Supplied material:

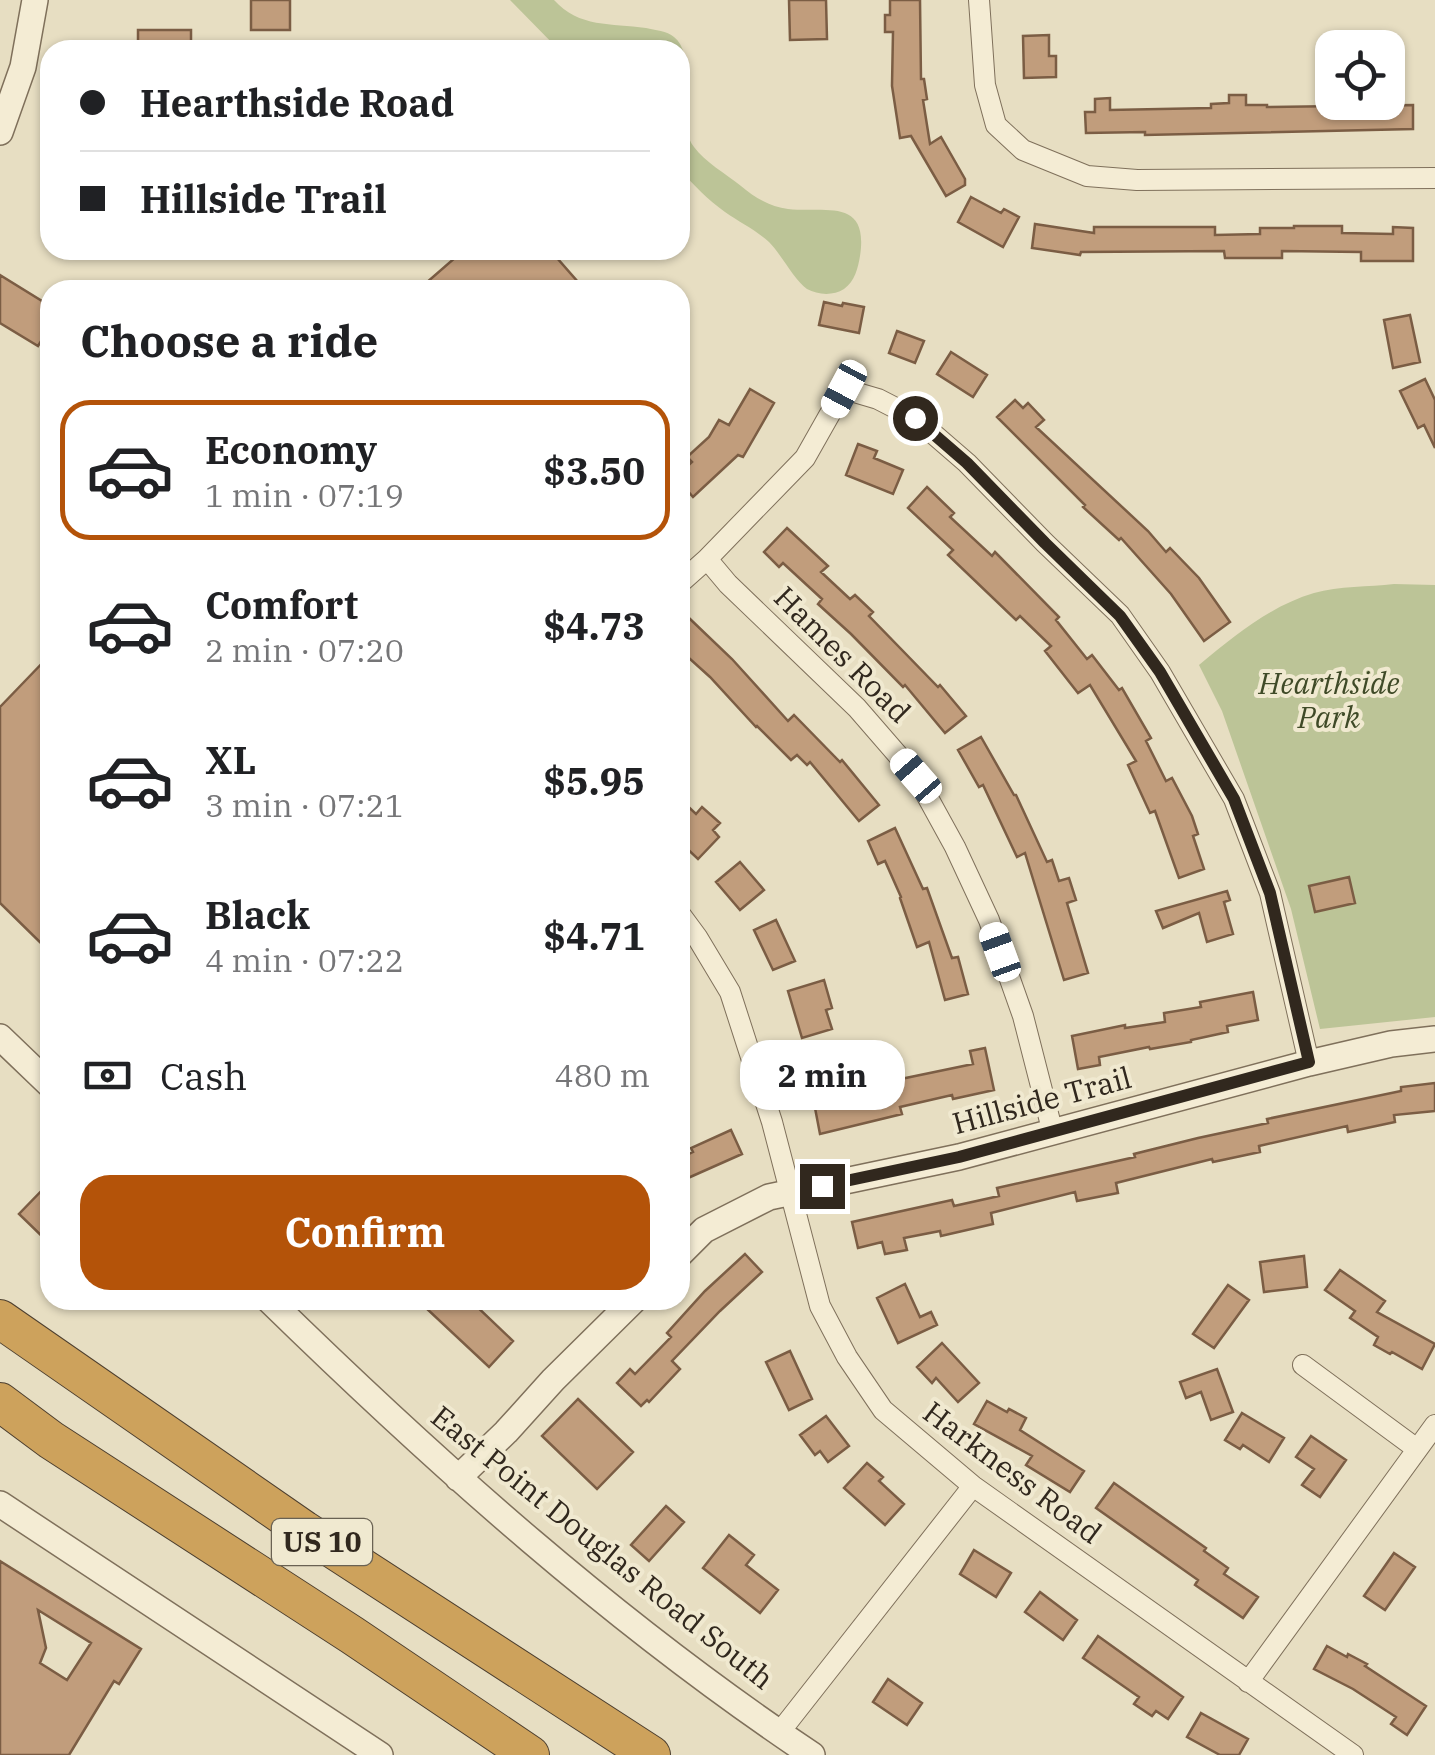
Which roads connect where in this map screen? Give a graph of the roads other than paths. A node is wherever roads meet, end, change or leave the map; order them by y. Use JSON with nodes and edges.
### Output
{"nodes":[{"id":1,"x":34,"y":0,"type":"edge"},
{"id":2,"x":979,"y":0,"type":"edge"},
{"id":3,"x":0,"y":132,"type":"edge"},
{"id":4,"x":1435,"y":178,"type":"edge"},
{"id":5,"x":707,"y":560,"type":"junction"},
{"id":6,"x":690,"y":574,"type":"edge"},
{"id":7,"x":690,"y":928,"type":"edge"},
{"id":8,"x":0,"y":1037,"type":"edge"},
{"id":9,"x":1435,"y":1039,"type":"edge"},
{"id":10,"x":1309,"y":1062,"type":"junction"},
{"id":11,"x":40,"y":1076,"type":"edge"},
{"id":12,"x":1053,"y":1133,"type":"junction"},
{"id":13,"x":789,"y":1192,"type":"junction"},
{"id":14,"x":690,"y":1244,"type":"edge"},
{"id":15,"x":280,"y":1310,"type":"edge"},
{"id":16,"x":624,"y":1310,"type":"edge"},
{"id":17,"x":0,"y":1318,"type":"edge"},
{"id":18,"x":1303,"y":1364,"type":"dead end"},
{"id":19,"x":0,"y":1402,"type":"edge"},
{"id":20,"x":1435,"y":1424,"type":"edge"},
{"id":21,"x":1417,"y":1450,"type":"junction"},
{"id":22,"x":458,"y":1478,"type":"junction"},
{"id":23,"x":973,"y":1486,"type":"junction"},
{"id":24,"x":0,"y":1504,"type":"edge"},
{"id":25,"x":1248,"y":1682,"type":"junction"},
{"id":26,"x":779,"y":1733,"type":"junction"},
{"id":27,"x":380,"y":1755,"type":"edge"},
{"id":28,"x":530,"y":1755,"type":"edge"},
{"id":29,"x":650,"y":1755,"type":"edge"},
{"id":30,"x":812,"y":1755,"type":"edge"},
{"id":31,"x":1353,"y":1755,"type":"edge"}],
"edges":[{"from":1,"to":3,"type":"street"},
{"from":2,"to":4,"type":"street"},
{"from":5,"to":6,"type":"street"},
{"from":5,"to":10,"type":"street"},
{"from":5,"to":12,"type":"street","name":"Hames Road"},
{"from":7,"to":13,"type":"street","name":"Harkness Road"},
{"from":8,"to":11,"type":"street"},
{"from":9,"to":10,"type":"street","name":"Hillside Trail"},
{"from":10,"to":12,"type":"street","name":"Hillside Trail"},
{"from":12,"to":13,"type":"street","name":"Hillside Trail"},
{"from":13,"to":14,"type":"street","name":"Hillside Trail"},
{"from":13,"to":23,"type":"street","name":"Harkness Road"},
{"from":15,"to":22,"type":"street","name":"East Point Douglas Road South"},
{"from":16,"to":22,"type":"street"},
{"from":17,"to":29,"type":"highway","number":"US 10"},
{"from":18,"to":21,"type":"street"},
{"from":19,"to":28,"type":"highway","number":"US 10"},
{"from":20,"to":21,"type":"street"},
{"from":21,"to":25,"type":"street"},
{"from":22,"to":26,"type":"street","name":"East Point Douglas Road South"},
{"from":23,"to":25,"type":"street","name":"Harkness Road"},
{"from":23,"to":26,"type":"street"},
{"from":24,"to":27,"type":"street"},
{"from":25,"to":31,"type":"street","name":"Harkness Road"},
{"from":26,"to":30,"type":"street","name":"East Point Douglas Road South"}]}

Problem to solve: Return a copy of each line in the entries that contains "highway".

Answer section:
{"from":17,"to":29,"type":"highway","number":"US 10"},
{"from":19,"to":28,"type":"highway","number":"US 10"},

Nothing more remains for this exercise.